Kamat Ajay, Dharmshaktu Ishwar S, Yadav Krishna Dev S, Dharmshaktu Ganesh S
Department of Orthopaedics and Trauma, Sindhudurg Shikshan Prasarak Mandal (SSPM) Medical College and Lifetime Hospital, Sindhudurg, IND.
Department of Orthopaedics, Government Medical College Haldwani, Haldwani, IND.
Cureus. 2024 Aug 12;16(8):e66686. doi: 10.7759/cureus.66686. eCollection 2024 Aug.

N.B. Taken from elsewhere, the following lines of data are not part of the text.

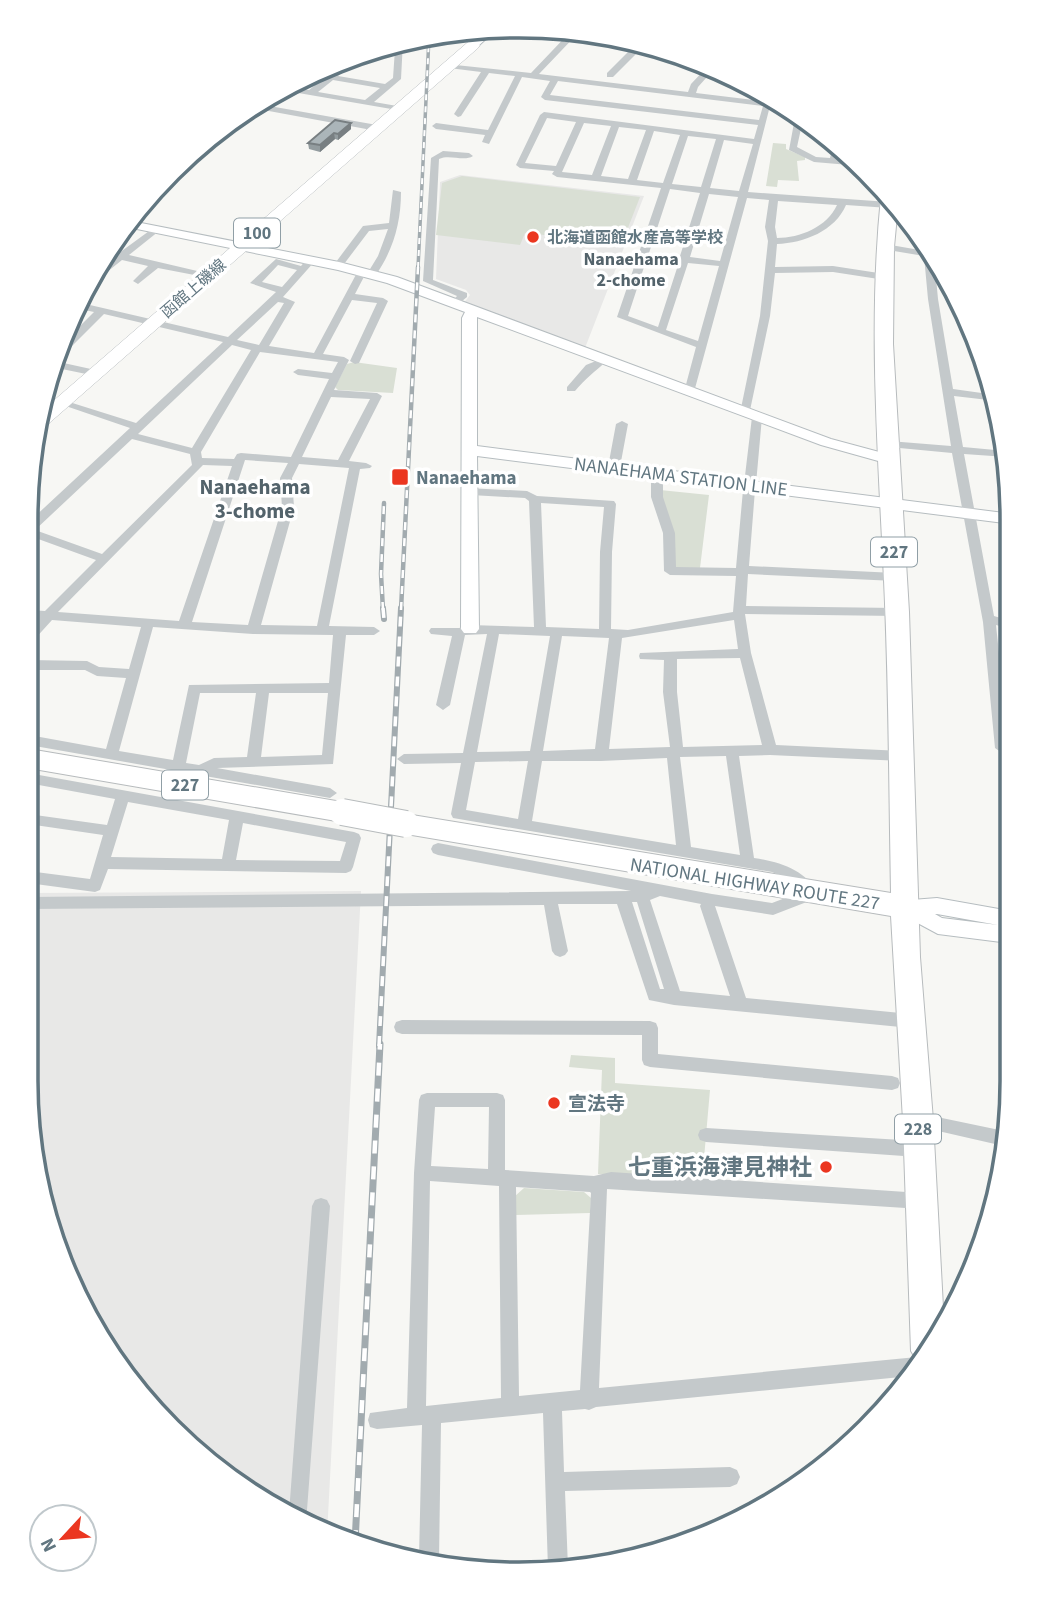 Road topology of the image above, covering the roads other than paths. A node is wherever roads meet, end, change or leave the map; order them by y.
1 (476, 41) edge
2 (566, 41) edge
3 (472, 45) joint
4 (633, 52) edge
5 (399, 54) edge
6 (449, 66) junction
7 (487, 70) junction
8 (520, 74) junction
9 (610, 75) dead end
10 (704, 75) edge
11 (533, 76) junction
12 (332, 77) joint
13 (555, 79) junction
14 (387, 87) junction
15 (301, 91) edge
16 (312, 93) junction
17 (691, 95) junction
18 (367, 103) junction
19 (760, 103) edge
20 (767, 107) edge
21 (270, 109) edge
22 (400, 109) junction
23 (458, 114) dead end
24 (683, 114) junction
25 (581, 120) junction
26 (763, 123) junction
27 (616, 124) junction
28 (436, 126) dead end
29 (797, 127) edge
30 (377, 128) junction
31 (651, 128) junction
32 (685, 132) junction
33 (721, 137) junction
34 (758, 142) junction
35 (469, 156) dead end
36 (835, 156) edge
37 (834, 161) junction
38 (841, 162) edge
39 (559, 169) junction
40 (594, 178) junction
41 (631, 183) junction
42 (666, 187) junction
43 (705, 191) junction
44 (396, 192) dead end
45 (744, 195) junction
46 (774, 198) junction
47 (842, 201) junction
48 (880, 201) edge
49 (889, 212) edge
50 (139, 226) edge
51 (391, 226) junction
52 (156, 229) junction
53 (773, 241) junction
54 (241, 247) junction
55 (885, 247) junction
56 (919, 252) edge
57 (118, 255) edge
58 (644, 255) junction
59 (122, 256) junction
60 (684, 260) junction
61 (113, 263) edge
62 (156, 264) junction
63 (725, 264) junction
64 (307, 265) junction
65 (338, 266) junction
66 (771, 270) junction
67 (930, 270) edge
68 (367, 273) junction
69 (207, 276) junction
70 (885, 277) junction
71 (138, 281) dead end
72 (280, 294) junction
73 (348, 296) junction
74 (456, 303) junction
75 (87, 308) edge
76 (473, 309) junction
77 (102, 311) junction
78 (154, 322) junction
79 (660, 331) junction
80 (74, 339) edge
81 (229, 341) junction
82 (702, 346) junction
83 (260, 349) junction
84 (317, 356) junction
85 (355, 361) dead end
86 (601, 362) dead end
87 (64, 366) edge
88 (298, 372) dead end
89 (96, 373) junction
90 (335, 377) junction
91 (571, 389) dead end
92 (689, 392) junction
93 (949, 392) junction
94 (326, 393) junction
95 (984, 396) edge
96 (54, 405) edge
97 (751, 415) junction
98 (622, 425) dead end
99 (134, 431) junction
100 (470, 450) junction
101 (958, 450) junction
102 (889, 452) junction
103 (995, 453) edge
104 (196, 457) junction
105 (293, 460) junction
106 (239, 463) junction
107 (354, 465) junction
108 (614, 467) junction
109 (657, 478) dead end
110 (750, 487) junction
111 (471, 491) junction
112 (535, 499) junction
113 (891, 503) junction
114 (968, 513) junction
115 (1000, 517) edge
116 (38, 522) edge
117 (38, 533) edge
118 (104, 559) junction
119 (741, 571) junction
120 (895, 577) junction
121 (739, 612) junction
122 (897, 612) junction
123 (38, 615) edge
124 (50, 616) junction
125 (988, 619) junction
126 (1000, 622) edge
127 (148, 623) junction
128 (184, 626) junction
129 (38, 629) edge
130 (494, 629) junction
131 (253, 630) junction
132 (465, 630) junction
133 (322, 631) junction
134 (340, 631) junction
135 (374, 631) dead end
136 (436, 631) dead end
137 (540, 631) junction
138 (557, 631) junction
139 (610, 633) junction
140 (746, 653) junction
141 (671, 655) junction
142 (645, 656) dead end
143 (38, 665) edge
144 (135, 674) junction
145 (263, 688) junction
146 (333, 688) junction
147 (1000, 688) edge
148 (443, 705) dead end
149 (38, 742) edge
150 (770, 750) junction
151 (732, 752) junction
152 (675, 753) junction
153 (111, 754) junction
154 (601, 756) junction
155 (902, 756) junction
156 (535, 757) junction
157 (468, 758) junction
158 (38, 759) edge
159 (404, 759) dead end
160 (253, 762) junction
161 (179, 765) junction
162 (198, 769) junction
163 (38, 780) edge
164 (123, 795) junction
165 (336, 803) junction
166 (237, 815) junction
167 (38, 820) edge
168 (524, 825) junction
169 (111, 831) junction
170 (438, 849) dead end
171 (684, 852) junction
172 (102, 863) junction
173 (748, 863) junction
174 (228, 864) junction
175 (38, 878) edge
176 (662, 891) junction
177 (813, 894) junction
178 (623, 898) junction
179 (550, 899) junction
180 (38, 903) edge
181 (643, 903) dead end
182 (707, 906) dead end
183 (906, 907) junction
184 (1000, 917) edge
185 (1000, 934) edge
186 (560, 951) dead end
187 (674, 998) junction
188 (741, 1004) junction
189 (911, 1021) junction
190 (402, 1027) dead end
191 (892, 1083) dead end
192 (918, 1134) junction
193 (706, 1135) dead end
194 (996, 1139) edge
195 (422, 1172) junction
196 (501, 1177) junction
197 (594, 1184) junction
198 (921, 1201) junction
199 (321, 1206) dead end
200 (927, 1336) edge
201 (906, 1367) edge
202 (589, 1401) junction
203 (552, 1404) junction
204 (510, 1408) junction
205 (424, 1416) junction
206 (377, 1420) dead end
207 (730, 1477) dead end
208 (555, 1482) junction
209 (299, 1509) edge
210 (429, 1553) edge
211 (558, 1560) edge

1 - 3 street
2 - 11 street
3 - 6 main road, 函館上磯線 / 100
4 - 9 street
5 - 14 street
6 - 7 street
6 - 22 main road, 函館上磯線 / 100
7 - 8 street
7 - 23 street
8 - 11 street
8 - 28 street
10 - 17 street
11 - 13 street
12 - 14 street
12 - 16 street
13 - 17 street
13 - 24 street
14 - 18 street
15 - 16 street
16 - 18 street
17 - 19 street
17 - 24 street
18 - 22 street
20 - 26 street
21 - 30 street
22 - 30 main road, 函館上磯線 / 100
24 - 26 street
25 - 27 street
25 - 39 street
25 - 39 street
26 - 34 street
27 - 31 street
27 - 40 street
29 - 37 street
30 - 54 main road, 函館上磯線 / 100
31 - 32 street
31 - 41 street
32 - 33 street
32 - 42 street
33 - 34 street
33 - 43 street
34 - 45 street
35 - 74 street
36 - 37 street
37 - 38 street
39 - 40 street
40 - 41 street
41 - 42 street
42 - 43 street
42 - 58 street
43 - 45 street
43 - 60 street
44 - 51 street
45 - 46 street
45 - 63 street
46 - 47 street
46 - 53 street
47 - 48 street
47 - 53 street
49 - 55 highway, NATIONAL HIGHWAY ROUTE 227 / 227
50 - 52 street
51 - 65 street
51 - 68 street
52 - 54 street
52 - 59 street
53 - 66 street
54 - 64 street
54 - 69 main road, 函館上磯線 / 100
55 - 56 street
55 - 70 highway, NATIONAL HIGHWAY ROUTE 227 / 227
57 - 59 street
58 - 60 street
58 - 79 street
59 - 61 street
59 - 62 street
60 - 63 street
60 - 79 street
62 - 69 street
62 - 71 street
63 - 82 street
64 - 65 street
64 - 72 street
64 - 72 street
65 - 68 street
66 - 70 street
66 - 97 street
67 - 93 street
68 - 73 street
68 - 74 street
69 - 78 main road, 函館上磯線 / 100
70 - 102 highway, NATIONAL HIGHWAY ROUTE 227 / 227
72 - 81 street
72 - 83 street
73 - 84 street
73 - 85 street
74 - 76 street
75 - 77 street
76 - 92 street
76 - 100 street
77 - 78 street
77 - 80 street
78 - 81 street
78 - 89 main road, 函館上磯線 / 100
79 - 82 street
81 - 83 street
81 - 99 street
82 - 92 street
83 - 84 street
83 - 104 street
84 - 90 street
86 - 91 street
87 - 89 street
88 - 90 street
89 - 96 main road, 函館上磯線 / 100
90 - 94 street
92 - 97 street
93 - 95 street
93 - 101 street
94 - 105 street
94 - 107 street
96 - 99 street
97 - 102 street
97 - 110 street
98 - 108 street
99 - 104 street
99 - 116 street
100 - 108 street, NANAEHAMA STATION LINE
100 - 111 street
101 - 102 street
101 - 103 street
101 - 114 street
102 - 113 highway, NATIONAL HIGHWAY ROUTE 227 / 227
104 - 106 street
104 - 118 street
105 - 106 street
105 - 107 street
105 - 131 street
106 - 128 street
107 - 133 street
108 - 110 street, NANAEHAMA STATION LINE
109 - 119 street
110 - 113 street, NANAEHAMA STATION LINE
110 - 119 street
111 - 112 street
111 - 132 street
112 - 137 street
112 - 139 street
113 - 114 street, NANAEHAMA STATION LINE
113 - 120 highway, NATIONAL HIGHWAY ROUTE 227 / 227
114 - 115 street, NANAEHAMA STATION LINE
114 - 125 street
117 - 118 street
118 - 124 street
119 - 120 street
119 - 121 street
120 - 122 highway, NATIONAL HIGHWAY ROUTE 227 / 227
121 - 122 street
121 - 139 street
121 - 140 street
122 - 155 highway, NATIONAL HIGHWAY ROUTE 227 / 227
123 - 124 street
124 - 127 street
124 - 129 street
125 - 126 street
125 - 147 street
127 - 128 street
127 - 144 street
128 - 131 street
130 - 132 street
130 - 137 street
130 - 157 street
131 - 133 street
132 - 136 street
132 - 148 street
133 - 134 street
134 - 135 street
134 - 146 street
137 - 138 street
138 - 139 street
138 - 156 street
139 - 154 street
140 - 141 street
140 - 150 street
141 - 142 street
141 - 152 street
143 - 144 street
144 - 153 street
145 - 146 street
145 - 160 street
145 - 161 street
146 - 160 street
149 - 153 street
150 - 151 street
150 - 155 street
151 - 152 street
151 - 173 street
152 - 154 street
152 - 171 street
153 - 161 street
154 - 156 street
155 - 183 highway, NATIONAL HIGHWAY ROUTE 227 / 227
156 - 157 street
156 - 168 street
157 - 159 street
157 - 168 street
158 - 165 highway, NATIONAL HIGHWAY ROUTE 227 / 227
160 - 162 street
161 - 162 street
162 - 165 street
163 - 164 street
164 - 166 street
164 - 169 street
165 - 177 highway, NATIONAL HIGHWAY ROUTE 227 / 227, bridge
166 - 174 street
166 - 174 street
167 - 169 street
168 - 171 street
169 - 172 street
170 - 176 street
171 - 173 street
172 - 174 street
172 - 175 street
173 - 177 street
176 - 177 street
176 - 178 street
177 - 183 highway, NATIONAL HIGHWAY ROUTE 227 / 227
178 - 179 street
178 - 187 street
179 - 180 street
179 - 186 street
181 - 187 street
182 - 188 street
183 - 184 street
183 - 185 street
183 - 189 highway, 228
187 - 188 street
188 - 189 street
189 - 192 highway, 228
190 - 191 street
192 - 193 street
192 - 194 street
192 - 198 highway, 228
195 - 196 street
195 - 196 street
195 - 205 street
196 - 197 street
196 - 204 street
197 - 198 street
197 - 202 street
198 - 200 highway, 228
199 - 209 street
201 - 202 street
202 - 203 street
203 - 204 street
203 - 208 street
204 - 205 street
205 - 206 street
205 - 210 street
207 - 208 street
208 - 211 street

Medial epicondyle fractures are uncommon elbow injuries and require careful radiological evaluation for appropriate diagnosis and management. Missed or neglected medial epicondyle fractures, however, are reported as uncommon reports or small series. Incarceration of the medial epicondyle fragment within the elbow joint is often reported and poses therapeutic challenges. Severe displacement of the medial epicondyle fragment and its anterior incarceration within the soft tissues is a rare entity. Here, we report a two-month-old untreated case of an anteriorly displaced medial epicondyle fracture with anterior incarceration, presenting as a clinical bump adjacent to the native medial humeral condyle. This presentation of a double medial bump is uncommon and reported here for its rarity. The injury was finally managed with open reduction internal fixation of the displaced medial epicondyle fragment back to its native site along with the anterior transposition of the ulnar nerve. Good clinical outcome with full elbow range of motion and radiological union was achieved in the follow-up of 13 months.
肱骨内上髁骨折是一种少见的肘部损伤,需要进行仔细的影像学评估以做出恰当的诊断和处理。然而,漏诊或漏治的肱骨内上髁骨折仅有少量病例报道或小样本研究。肱骨内上髁骨折块卡压于肘关节内的情况常有报道,这给治疗带来了挑战。肱骨内上髁骨折块严重移位并向前卡压于软组织内则较为罕见。在此,我们报告1例2个月大未经治疗的肱骨内上髁骨折向前移位并向前卡压的病例,表现为肱骨内上髁原部位旁的临床肿块。这种双内侧肿块的表现并不常见,因其罕见性在此予以报道。最终通过切开复位将移位的肱骨内上髁骨折块固定回原位,并同时行尺神经前置术对该损伤进行了治疗。在13个月的随访中,患者肘关节活动范围恢复正常,影像学显示骨折愈合,临床效果良好。